I didn't check, if all the other find otions still work, but I guess they will, except for "Exact", "Fuzzy" and "Invert", which are not valid when using RegExp.
(For an explanation check out the link for RegExp in the Find files section)
Check it out
Re: searh by whole words
Posted: 23 Mar 2005 20:10
by admin
Interesting: there are slight differences between "RegExp words" and "Whole Words words" when comparing for example ">\ba\b" and "b (+Whole Words)", at least I saw one difference: RegExp does not count "_" (underscore) as a word delimiter.
Re: searh by whole words
Posted: 24 Mar 2005 09:54
by RalphM
admin wrote:Interesting: ...RegExp does not count "_" (underscore) as a word delimiter.
This seems to be not a bug but on purpose, since "_" is regarded as a word character rather than a whitespace throughout the RegExp syntax description.
But if you like to have "_" as a word boundary, try that one:
>(_|\b)get(_|\b).?
(the vertical bars are created with AltGr+7)
I tried the pipe character first
(AltGr+1) which didn't work for the RegExp, but seems to be an
undocumented shortcut within TV3 -> Focus on current folder in tree pane and display General file info tab?!? The even stranger thing about it is, that the "¦" is nevertheless inserted in the current input field, but at the start of the string, rather than the cursor position. (kind of a background process, since the display changed meanwhile to the General file info...
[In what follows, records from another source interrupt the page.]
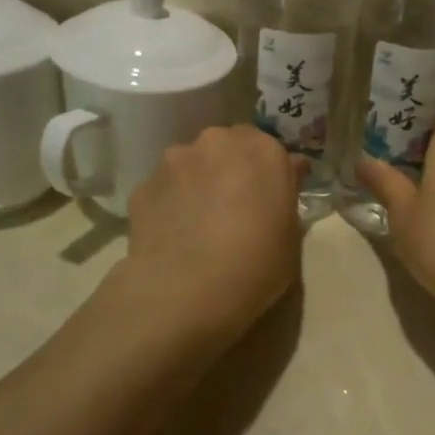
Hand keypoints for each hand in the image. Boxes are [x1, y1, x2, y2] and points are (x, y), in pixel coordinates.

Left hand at [118, 125, 303, 344]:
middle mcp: (218, 143)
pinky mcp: (143, 186)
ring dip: (198, 182)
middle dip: (231, 168)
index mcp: (264, 151)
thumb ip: (284, 200)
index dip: (270, 172)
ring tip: (199, 223)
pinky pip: (165, 189)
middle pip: (227, 147)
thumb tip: (282, 186)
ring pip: (192, 164)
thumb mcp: (291, 236)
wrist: (187, 291)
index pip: (271, 148)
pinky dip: (171, 203)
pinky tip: (174, 235)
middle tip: (235, 206)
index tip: (271, 196)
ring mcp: (175, 161)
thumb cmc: (257, 264)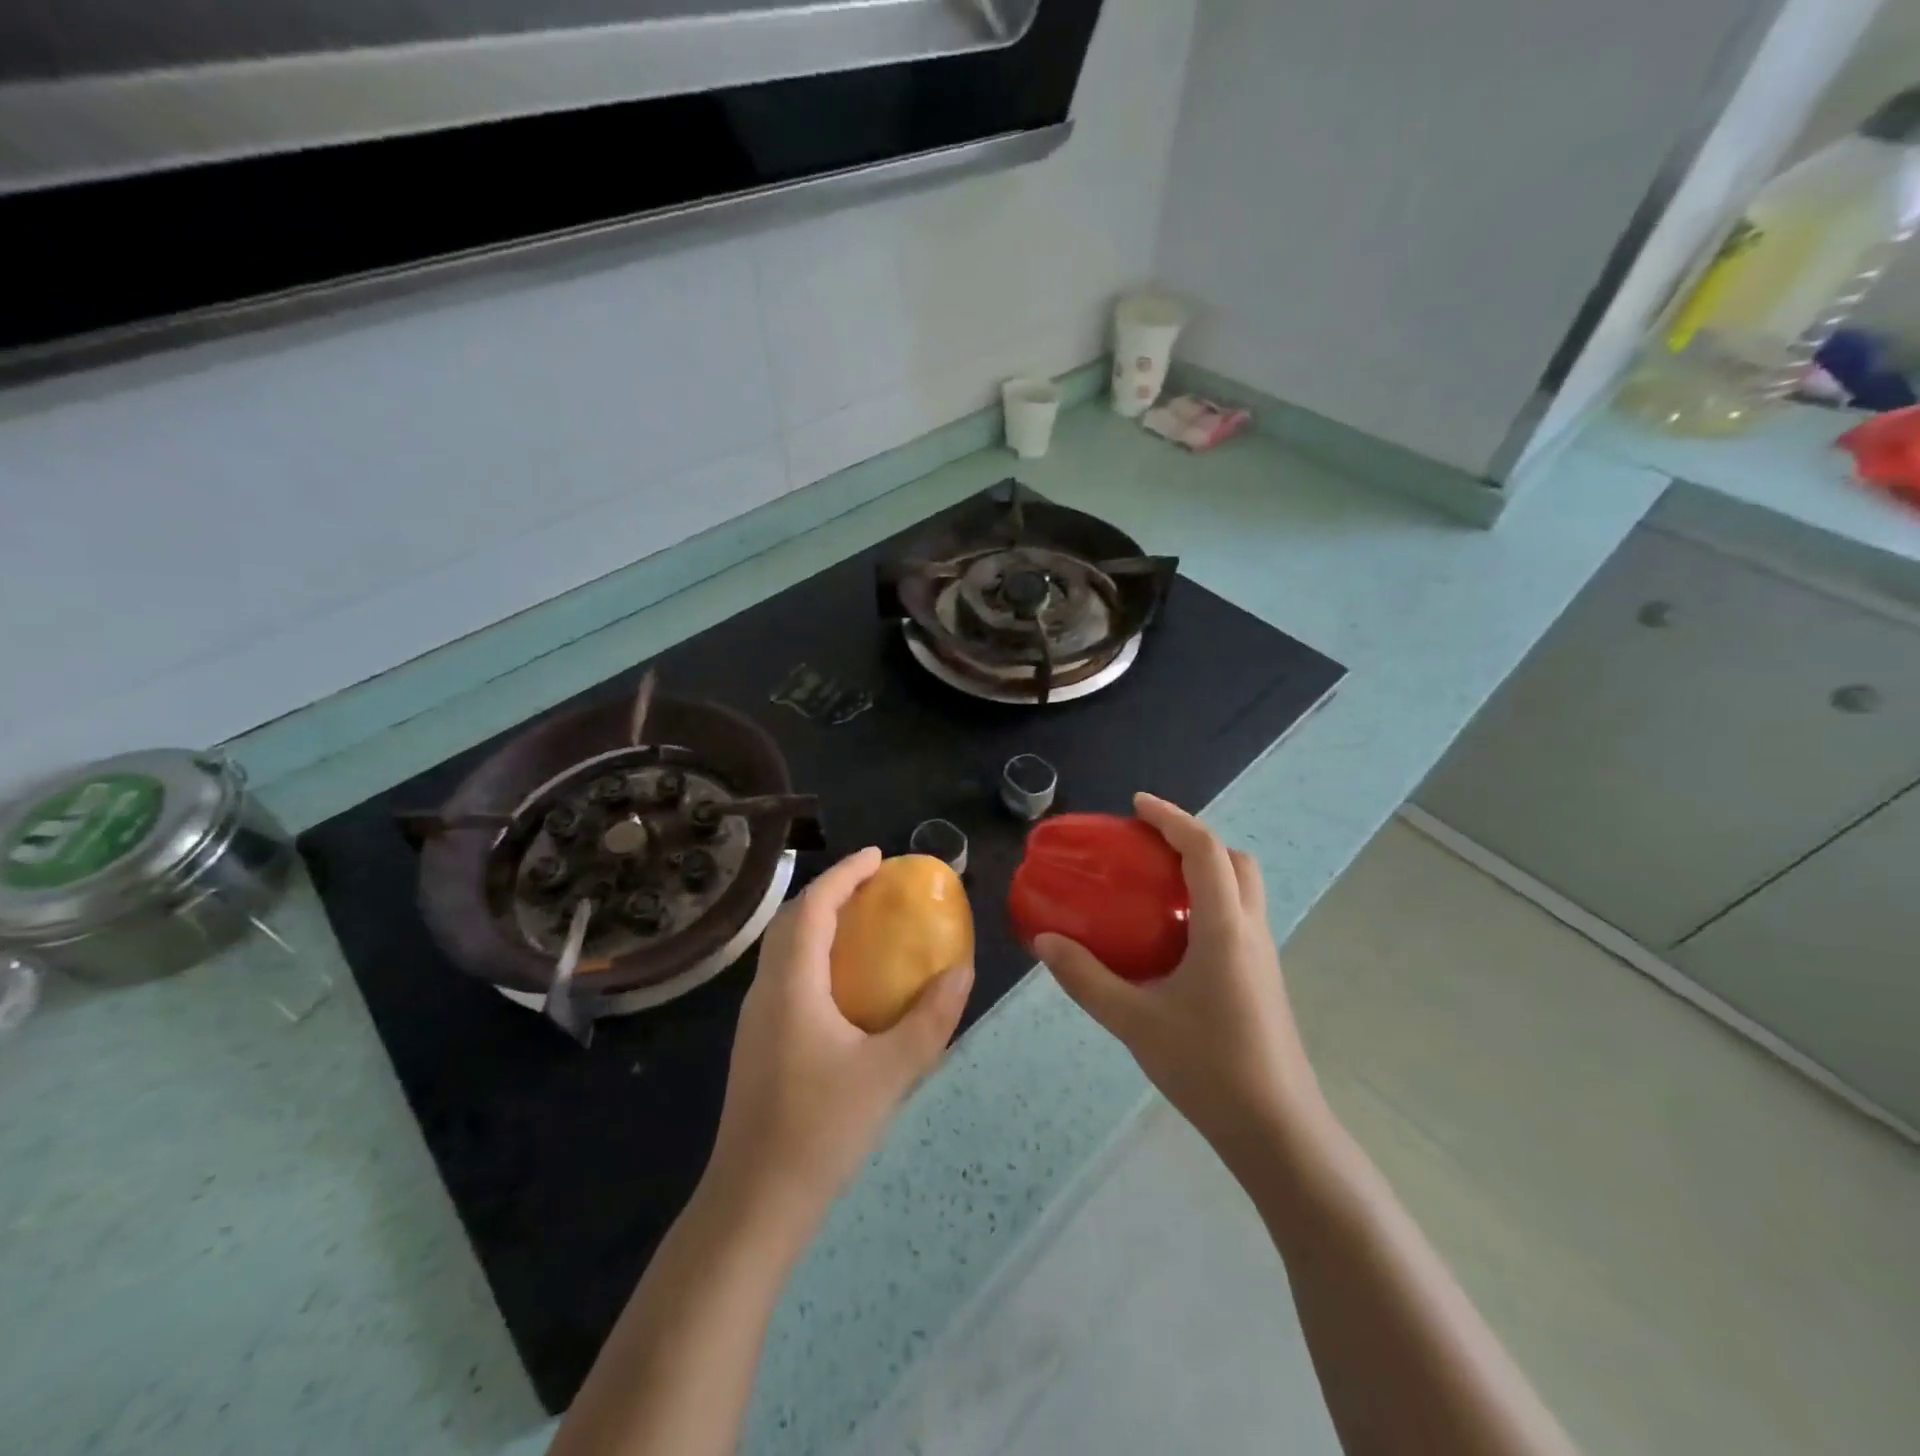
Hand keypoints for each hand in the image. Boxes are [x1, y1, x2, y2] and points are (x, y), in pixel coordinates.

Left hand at [707, 847, 973, 1231]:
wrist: (754, 1204)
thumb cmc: (820, 1131)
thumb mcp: (889, 1074)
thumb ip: (929, 1020)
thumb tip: (962, 971)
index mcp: (791, 984)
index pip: (812, 906)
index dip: (844, 874)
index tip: (878, 857)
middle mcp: (766, 990)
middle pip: (791, 919)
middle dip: (830, 891)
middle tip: (873, 885)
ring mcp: (756, 1018)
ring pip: (783, 947)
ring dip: (819, 922)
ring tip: (862, 922)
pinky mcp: (758, 1042)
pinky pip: (785, 973)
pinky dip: (813, 953)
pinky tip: (845, 982)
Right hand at [1034, 794, 1326, 1166]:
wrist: (1276, 1130)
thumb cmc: (1208, 1068)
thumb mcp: (1134, 1021)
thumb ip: (1085, 978)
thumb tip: (1044, 942)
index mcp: (1224, 928)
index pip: (1204, 850)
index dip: (1171, 817)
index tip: (1136, 805)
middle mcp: (1250, 930)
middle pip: (1234, 860)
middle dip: (1194, 838)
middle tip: (1149, 844)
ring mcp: (1262, 955)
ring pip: (1242, 888)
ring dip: (1205, 869)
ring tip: (1156, 882)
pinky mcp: (1262, 978)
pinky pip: (1238, 916)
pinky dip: (1208, 900)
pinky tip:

Donald, could you please comment on that behaviour?
I really start to like that RegExp implementation of TV3.
Re: searh by whole words
Posted: 24 Mar 2005 10:32
by admin
RalphM wrote:This seems to be not a bug but on purpose, since "_" is regarded as a word character rather than a whitespace throughout the RegExp syntax description.
Aha, I did not know that. Should I follow this policy? (I mean in TV3's new
Whole Words switch -- BTW, why doesn't anybody comment on this beautiful and incredibly fast new feature??

) For me a "_" feels like a word boundary...
RalphM wrote:(the vertical bars are created with AltGr+7)
Not on a German keyboard, where this will produce a {.
RalphM wrote:I tried the pipe character first (AltGr+1) which didn't work for the RegExp, but seems to be an undocumented shortcut within TV3 -> Focus on current folder in tree pane and display General file info tab?!? The even stranger thing about it is, that the "¦" is nevertheless inserted in the current input field, but at the start of the string, rather than the cursor position. (kind of a background process, since the display changed meanwhile to the General file info...
Donald, could you please comment on that behaviour?
AltGr is the same as pressing CTRL+ALT, and CTRL+1 selects the General file info tab. I forgot to check for the ALT-bit, so CTRL+ALT+1 does the same. It's a minor bug and I'll fix it. This will also fix the insertion-in-current-input-field-issue you mentioned.
Re: searh by whole words
Posted: 24 Mar 2005 16:01
by RalphM
admin wrote:Should I follow this policy? (I mean in TV3's new Whole Words switch
For me a "_" feels like a word boundary...
I don't know, if this is a general rule. Just figured it from the RegExp description.
For me "_" looks rather like a word boundary too.
I think the RegExp's offer more flexibility, since you can still use the RegExp's internal wildcards, but for general use the "whole word" option might be easier (less cryptic) to set up.
admin wrote:Not on a German keyboard, where this will produce a {.
Well, it just has to be one of the "pipe" chars. (on the German keyboard)
I wonder why Leopoldus doesn't comment on that post anymore, but maybe my patience needs a bit more exercise...
Re: searh by whole words
Posted: 24 Mar 2005 20:36
by Leopoldus
RalphM wrote:I wonder why Leopoldus doesn't comment on that post anymore, but maybe my patience needs a bit more exercise...
I think, the possible reason is that he has some more troubles at these days (and nights).
And I don't know enough regexp language to interfere in your discussion.
But I do use now the both "whole word" option of new Tracker version and regexp adviced by RalphM. The both works finely for my tasks. So thanks once and again Donald for his exellent TrackerV and RalphM for his wise advice.